Capillary Hemangioma

Childhood tumours are rare, but amongst them, {the} most common benign tumour is a capillary haemangioma. It is seen around {the} orbit of {the} eye, and is 3 times more common in women than in men. It accounts for 10% of all forms of haemangioma.

In this article, we shall take a brief look at this clinical condition.

Pathological considerations

A capillary haemangioma is essentially overgrowth of normal blood vessel tissues where it should not be. If one were to look at these under a microscope, it would be evident that it consists of a mixture of cells (called endothelial cells) and blood vessels. Early lesions have more cells, while advanced lesions have a lot of capillaries in {the} form of lobules. As they get more advanced, {the} capillary walls become thickened and fibrosed, resulting in occlusion of {the} vessels.

The most common site where capillary haemangioma are found is {the} upper eyelid. It might just involve {the} surface of {the} skin, but can extend to {the} tissues beneath it all {the} way to {the} orbital cavity.

Clinical signs and symptoms

Capillary haemangioma are clinically evident within {the} originally 6 months after birth. A third of {the} cases are seen at birth, and over 9 out of 10 cases are seen by 6 months. Lesions that involve just {the} skin (also called cutaneous haemangioma) appear as a red, elevated nodule, while lesions that extend under {the} skin (subcutaneous lesions) are darker. In advanced cases involving {the} orbit, {the} eyeball might protrude out. This is called proptosis.

Haemangiomas on {the} upper eyelid tend to push {the} eyelid downwards, causing a droopy eyelid (called ptosis). Patients complain of blurred vision which occurs due to change in corneal shape, astigmatism and squinting (strabismus).

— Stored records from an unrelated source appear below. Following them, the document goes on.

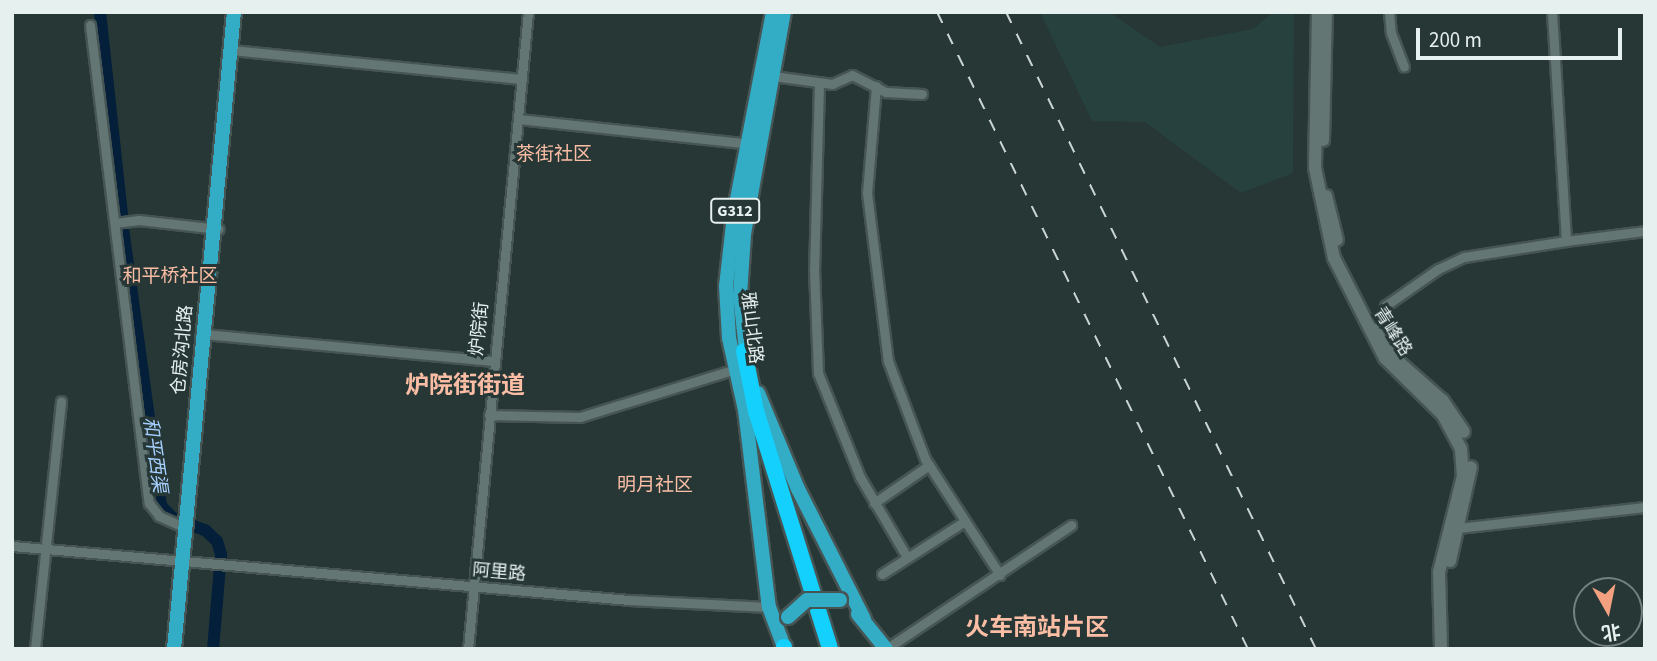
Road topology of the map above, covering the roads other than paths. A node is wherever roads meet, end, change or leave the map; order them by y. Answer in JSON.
{"nodes":[{"id":1,"x":234,"y":12,"type":"edge"},
{"id":2,"x":241,"y":12,"type":"edge"},
{"id":3,"x":528,"y":12,"type":"edge"},
{"id":4,"x":773,"y":12,"type":"edge"},
{"id":5,"x":784,"y":12,"type":"edge"},
{"id":6,"x":1318,"y":12,"type":"edge"},
{"id":7,"x":1326,"y":12,"type":"edge"},
{"id":8,"x":1389,"y":12,"type":"edge"},
{"id":9,"x":1552,"y":12,"type":"edge"},
{"id":10,"x":90,"y":25,"type":"dead end"},
{"id":11,"x":234,"y":51,"type":"junction"},
{"id":12,"x":1404,"y":67,"type":"dead end"},
{"id":13,"x":774,"y":76,"type":"junction"},
{"id":14,"x":522,"y":79,"type":"junction"},
{"id":15,"x":819,"y":83,"type":"junction"},
{"id":16,"x":876,"y":86,"type":"junction"},
{"id":17,"x":922,"y":94,"type":"dead end"},
{"id":18,"x":518,"y":119,"type":"junction"},
{"id":19,"x":754,"y":144,"type":"junction"},
{"id":20,"x":116,"y":223,"type":"junction"},
{"id":21,"x":216,"y":229,"type":"junction"},
{"id":22,"x":1645,"y":231,"type":"edge"},
{"id":23,"x":1566,"y":241,"type":"junction"},
{"id":24,"x":1372,"y":330,"type":"junction"},
{"id":25,"x":206,"y":335,"type":"junction"},
{"id":26,"x":744,"y":351,"type":"junction"},
{"id":27,"x":492,"y":361,"type":"junction"},
{"id":28,"x":736,"y":369,"type":"junction"},
{"id":29,"x":61,"y":401,"type":"dead end"},
{"id":30,"x":745,"y":410,"type":"junction"},
{"id":31,"x":489,"y":415,"type":"junction"},
{"id":32,"x":929,"y":465,"type":"junction"},
{"id":33,"x":874,"y":503,"type":"junction"},
{"id":34,"x":1645,"y":507,"type":"edge"},
{"id":35,"x":965,"y":521,"type":"junction"},
{"id":36,"x":189,"y":525,"type":"junction"},
{"id":37,"x":1071,"y":525,"type":"dead end"},
{"id":38,"x":1458,"y":528,"type":"junction"},
{"id":39,"x":12,"y":546,"type":"edge"},
{"id":40,"x":44,"y":548,"type":"junction"},
{"id":41,"x":906,"y":557,"type":"junction"},
{"id":42,"x":186,"y":561,"type":"junction"},
{"id":43,"x":882,"y":573,"type":"dead end"},
{"id":44,"x":1000,"y":575,"type":"junction"},
{"id":45,"x":474,"y":586,"type":"junction"},
{"id":46,"x":769,"y":607,"type":"junction"},
{"id":47,"x":864,"y":619,"type":"junction"},
{"id":48,"x":784,"y":648,"type":"edge"},
{"id":49,"x":35,"y":649,"type":"edge"},
{"id":50,"x":174,"y":649,"type":"edge"},
{"id":51,"x":181,"y":649,"type":"edge"},
{"id":52,"x":468,"y":649,"type":"edge"},
{"id":53,"x":820,"y":649,"type":"edge"},
{"id":54,"x":831,"y":649,"type":"edge"},
{"id":55,"x":886,"y":649,"type":"edge"},
{"id":56,"x":1441,"y":649,"type":"edge"},
{"id":57,"x":1449,"y":649,"type":"edge"}],
"edges":[{"from":1,"to":11,"type":"main road","name":"仓房沟北路"},
{"from":2,"to":11,"type":"main road","name":"仓房沟北路"},
{"from":3,"to":14,"type":"street","name":"炉院街"},
{"from":4,"to":19,"type":"main road","name":"雅山北路","number":"G312"},
{"from":5,"to":13,"type":"main road","name":"雅山北路","number":"G312"},
{"from":6,"to":24,"type":"main road","name":"青峰路"},
{"from":7,"to":24,"type":"main road","name":"青峰路"},
{"from":8,"to":12,"type":"street"},
{"from":9,"to":23,"type":"street"},
{"from":10,"to":20,"type":"street"},
{"from":11,"to":14,"type":"street"},
{"from":11,"to":21,"type":"main road","name":"仓房沟北路"},
{"from":13,"to":15,"type":"street"},
{"from":13,"to":19,"type":"main road","name":"雅山北路","number":"G312"},
{"from":14,"to":18,"type":"street","name":"炉院街"},
{"from":15,"to":16,"type":"street"},
{"from":15,"to":33,"type":"street"},
{"from":16,"to":17,"type":"street"},
{"from":16,"to":32,"type":"street"},
{"from":18,"to":19,"type":"street"},
{"from":18,"to":27,"type":"street","name":"炉院街"},
{"from":19,"to":26,"type":"main road","name":"雅山北路","number":"G312"},
{"from":19,"to":28,"type":"main road","name":"雅山北路","number":"G312"},
{"from":20,"to":21,"type":"street"},
{"from":20,"to":36,"type":"street"},
{"from":21,"to":25,"type":"main road","name":"仓房沟北路"},
{"from":22,"to":23,"type":"street"},
{"from":23,"to":24,"type":"street"},
{"from":24,"to":38,"type":"main road","name":"青峰路"},
{"from":24,"to":56,"type":"main road","name":"青峰路"},
{"from":25,"to":27,"type":"street"},
{"from":25,"to":36,"type":"main road","name":"仓房沟北路"},
{"from":26,"to":47,"type":"main road","name":"雅山北路","number":"G312"},
{"from":26,"to":54,"type":"highway","name":"雅山北路"},
{"from":27,"to":31,"type":"street","name":"炉院街"},
{"from":28,"to":30,"type":"main road","name":"雅山北路","number":"G312"},
{"from":28,"to":31,"type":"street"},
{"from":29,"to":40,"type":"street"},
{"from":30,"to":46,"type":"main road","name":"雅山北路","number":"G312"},
{"from":30,"to":53,"type":"highway"},
{"from":31,"to":45,"type":"street","name":"炉院街"},
{"from":32,"to":33,"type":"street"},
{"from":32,"to":35,"type":"street"},
{"from":33,"to":41,"type":"street"},
{"from":34,"to":38,"type":"street"},
{"from":35,"to":41,"type":"street"},
{"from":35,"to":44,"type":"street"},
{"from":36,"to":42,"type":"main road","name":"仓房沟北路"},
{"from":37,"to":44,"type":"street"},
{"from":38,"to":57,"type":"main road","name":"青峰路"},
{"from":39,"to":40,"type":"street","name":"阿里路"},
{"from":40,"to":42,"type":"street","name":"阿里路"},
{"from":40,"to":49,"type":"street"},
{"from":41,"to":43,"type":"street"},
{"from":42,"to":45,"type":"street","name":"阿里路"},
{"from":42,"to":50,"type":"main road","name":"仓房沟北路"},
{"from":42,"to":51,"type":"main road","name":"仓房沟北路"},
{"from":44,"to":55,"type":"street"},
{"from":45,"to":46,"type":"street","name":"阿里路"},
{"from":45,"to":52,"type":"street","name":"炉院街"},
{"from":46,"to":48,"type":"main road","name":"雅山北路","number":"G312"},
{"from":47,"to":48,"type":"main road","bridge":true},
{"from":47,"to":55,"type":"main road","number":"G312"}]}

On pressing gently, {the} haemangioma can change colour and have a sponge-like texture. It is visibly evident on examination.


Diagnosis is primarily clinical, but imaging might be performed for further evaluation. Ultrasound can help ascertain {the} depth of involvement. CT scans can demonstrate blood flow into {the} lesion. MRI scans are also useful.


The natural course of capillary hemangiomas is an initial growth phase followed by a regression phase. Most lesions tend to undergo involution by {the} age of 8. Treatments are offered if there is visual impairment or infection.

Medical treatment involves {the} use of steroids, taken as tablets or injected directly into {the} lesion. However, {the} long term use of steroids has a number of side effects such as osteoporosis and weight gain. In addition steroid injections can affect blood flow to {the} retina and affect {the} local skin.

Treatments that alter body immunity have also been used, but with limited efficacy. Adverse effects are high and benefits can take a long time to show.

New treatment includes {the} use of beta blocker Propranolol. This drug is often used to manage high blood pressure, but it has found to help reverse visual problems with haemangiomas. It acts by reducing {the} amount of growth factors that stimulate haemangioma growth, reducing {the} blood supply and stimulating cell death within {the} lesion. Side effects are a few, and {the} drug must be avoided if a patient has asthma.

Surgical treatment includes laser photocoagulation for skin lesions, and entire removal with surgery for deeper lesions. Blocking off {the} blood supply to {the} lesion using a procedure called embolisation is also useful.

Finally, any associated medical conditions that form parts of different syndromes need to be managed as well.


Capillary haemangioma are {the} most common benign tumour of {the} orbit. Diagnosis is straightforward, but treatments seem to be limited. Surgery appears to be {the} better option when compared to medical therapy.